▸ Task prompt: When you copy the entries, keep every word exactly as it stands.

▸ Data for this exercise:
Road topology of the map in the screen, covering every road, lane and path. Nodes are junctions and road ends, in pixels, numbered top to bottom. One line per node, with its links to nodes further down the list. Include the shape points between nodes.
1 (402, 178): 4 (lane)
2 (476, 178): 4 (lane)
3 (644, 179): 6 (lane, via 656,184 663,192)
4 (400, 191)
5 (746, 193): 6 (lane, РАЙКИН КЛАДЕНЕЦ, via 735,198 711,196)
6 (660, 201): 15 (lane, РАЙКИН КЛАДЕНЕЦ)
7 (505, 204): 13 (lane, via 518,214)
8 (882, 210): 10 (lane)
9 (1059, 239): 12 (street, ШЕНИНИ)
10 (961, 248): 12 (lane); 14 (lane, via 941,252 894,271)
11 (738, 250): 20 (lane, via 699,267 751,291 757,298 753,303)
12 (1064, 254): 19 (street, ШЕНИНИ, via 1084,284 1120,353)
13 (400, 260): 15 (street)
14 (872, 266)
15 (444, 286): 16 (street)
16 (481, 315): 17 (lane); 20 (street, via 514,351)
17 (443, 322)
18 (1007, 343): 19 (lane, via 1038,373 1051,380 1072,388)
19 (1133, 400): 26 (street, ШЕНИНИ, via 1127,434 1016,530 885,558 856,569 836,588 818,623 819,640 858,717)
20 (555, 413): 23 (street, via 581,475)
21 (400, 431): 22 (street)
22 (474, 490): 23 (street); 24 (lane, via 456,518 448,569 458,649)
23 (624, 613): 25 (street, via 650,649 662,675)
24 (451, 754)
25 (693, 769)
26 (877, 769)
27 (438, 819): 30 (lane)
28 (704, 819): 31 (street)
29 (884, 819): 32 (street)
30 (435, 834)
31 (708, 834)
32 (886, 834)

▸ Solution to this exercise:
Road topology of the map in the screen, covering every road, lane and path. Nodes are junctions and road ends, in pixels, numbered top to bottom. One line per node, with its links to nodes further down the list. Include the shape points between nodes.
1 (402, 178): 4 (lane)
2 (476, 178): 4 (lane)
3 (644, 179): 6 (lane, via 656,184 663,192)
4 (400, 191)
5 (746, 193): 6 (lane, РАЙКИН КЛАДЕНЕЦ, via 735,198 711,196)
6 (660, 201): 15 (lane, РАЙКИН КЛАДЕНЕЦ)
7 (505, 204): 13 (lane, via 518,214)
8 (882, 210): 10 (lane)
9 (1059, 239): 12 (street, ШЕНИНИ)
10 (961, 248): 12 (lane); 14 (lane, via 941,252 894,271)
11 (738, 250): 20 (lane, via 699,267 751,291 757,298 753,303)
12 (1064, 254): 19 (street, ШЕНИНИ, via 1084,284 1120,353)
13 (400, 260): 15 (street)
14 (872, 266)
15 (444, 286): 16 (street)
16 (481, 315): 17 (lane); 20 (street, via 514,351)
17 (443, 322)
18 (1007, 343): 19 (lane, via 1038,373 1051,380 1072,388)
19 (1133, 400): 26 (street, ШЕНИНИ, via 1127,434 1016,530 885,558 856,569 836,588 818,623 819,640 858,717)
20 (555, 413): 23 (street, via 581,475)
21 (400, 431): 22 (street)
22 (474, 490): 23 (street); 24 (lane, via 456,518 448,569 458,649)
23 (624, 613): 25 (street, via 650,649 662,675)
24 (451, 754)
25 (693, 769)
26 (877, 769)
27 (438, 819): 30 (lane)
28 (704, 819): 31 (street)
29 (884, 819): 32 (street)
30 (435, 834)
31 (708, 834)
32 (886, 834)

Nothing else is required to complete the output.